A new rapid screening test for glaucoma could help advance early detection of the disease, a leading cause of irreversible blindness.
Developed by a research team of engineers and ophthalmologists led by RMIT University in Melbourne, the test uses infra-red sensors to monitor eye movement and can produce accurate results within seconds.
About 80 million people worldwide have glaucoma, with more than 111 million expected to be living with the disease by 2040.
About 1 in 50 Australians will develop glaucoma in their lifetime. The loss of sight is usually gradual and 50 per cent of people with glaucoma do not know they have it.
Currently, glaucoma is diagnosed through a 30-minute eye pressure test delivered by an ophthalmologist.
The new AI-powered test takes just 10 seconds to show if there is a risk of glaucoma, making it ideal for use in a national screening program.
Lead researcher Professor Dinesh Kumar said early detection, diagnosis and treatment could help prevent blindness, so making screening faster and more accessible was critical.
"This research will allow a non-contact, easy-to-use and low-cost test that can performed routinely at general clinics," he said.
"It could also promote a community-wide screening program, reaching people who might not otherwise seek treatment until it's too late."
How it works
The pioneering technology differentiates between glaucoma and healthy eyes by analysing changes in pupil size.
In the study, published in IEEE Access, pupils were measured 60 times per second using a low-cost commercial eye tracker.
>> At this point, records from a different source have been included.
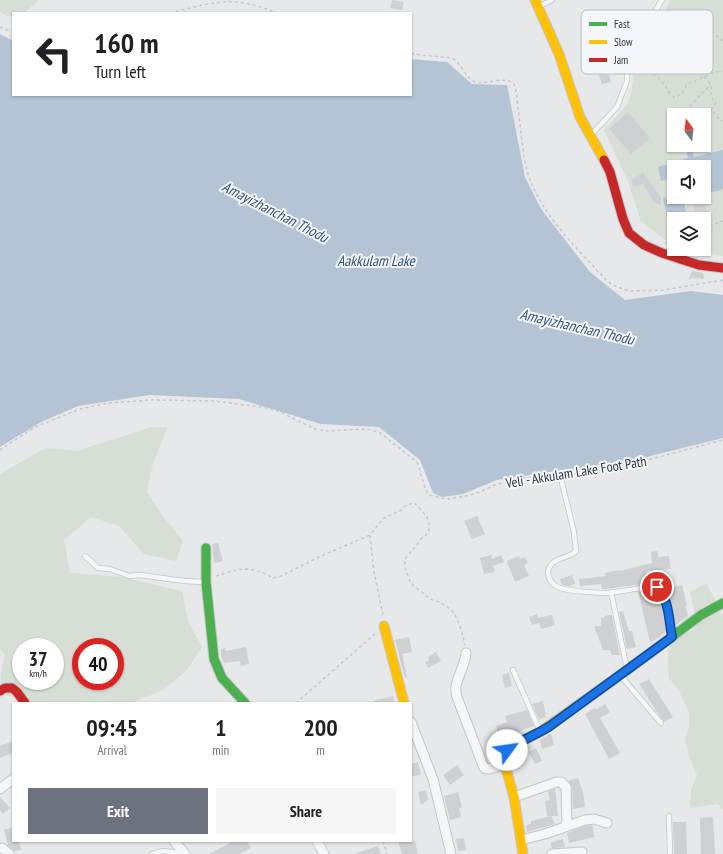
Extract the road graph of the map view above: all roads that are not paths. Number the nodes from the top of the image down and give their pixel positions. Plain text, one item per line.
1 (552, 0) edge
2 (662, 0) edge
3 (537, 4) edge
4 (656, 10) edge
5 (627, 74) edge
6 (590, 136) junction
7 (723, 268) edge
8 (560, 475) road end
9 (206, 548) dead end
10 (85, 556) dead end
11 (206, 582) junction
12 (611, 592) junction
13 (723, 603) edge
14 (384, 626) road end
15 (672, 637) junction
16 (466, 653) road end
17 (512, 670) dead end
18 (624, 673) junction
19 (0, 691) edge
20 (24, 702) edge
21 (244, 702) edge
22 (404, 702) edge
23 (661, 723) dead end
24 (412, 725) edge
25 (540, 732) junction
26 (504, 764) junction
27 (12, 780) edge
28 (0, 789) edge
29 (514, 797) junction
30 (669, 816) dead end
31 (607, 823) dead end
32 (568, 826) junction
33 (521, 840) junction
34 (175, 842) edge
35 (318, 842) edge
36 (582, 852) dead end
37 (184, 853) edge
38 (152, 854) edge
39 (324, 854) edge
40 (451, 854) edge
41 (523, 854) edge
42 (552, 854) edge
43 (670, 854) edge

1 - 3 lane
2 - 4 lane
3 - 6 street
5 - 6 lane
6 - 7 street
8 - 12 lane
9 - 11 street
10 - 11 lane
11 - 21 street
12 - 15 lane
12 - 18 lane
13 - 15 street
14 - 22 street
15 - 18 street
16 - 26 street
17 - 25 lane
18 - 23 lane
18 - 25 street
19 - 20 street
24 - 40 street
25 - 26 street
26 - 29 street
27 - 28 street
29 - 32 street
29 - 33 street
30 - 43 lane
31 - 32 street
32 - 33 street
33 - 41 street
34 - 37 street
35 - 39 street
36 - 42 street
37 - 38 lane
Under ambient light conditions, patients looked at a computer screen while custom software measured and analysed specific changes in their pupil size.
The software then compared the results against existing samples of glaucoma and healthy eyes to determine the risk of glaucoma.
Dr Quoc Cuong Ngo said the new tech was faster and better than any similar AI-based approach.
"Our software can measure how the pupil adjusts to ambient light and capture minuscule changes in the shape and size of the pupil," he said.
"Existing AI glaucoma tests require the patient to be perfectly still for up to 10 minutes. Our tech does the job in 10 seconds, without compromising on accuracy."
The team is now looking to adapt the technology to work with smartphone cameras instead of the eye tracker used in the study.
With further research, the software could also be extended to detect other neurological conditions.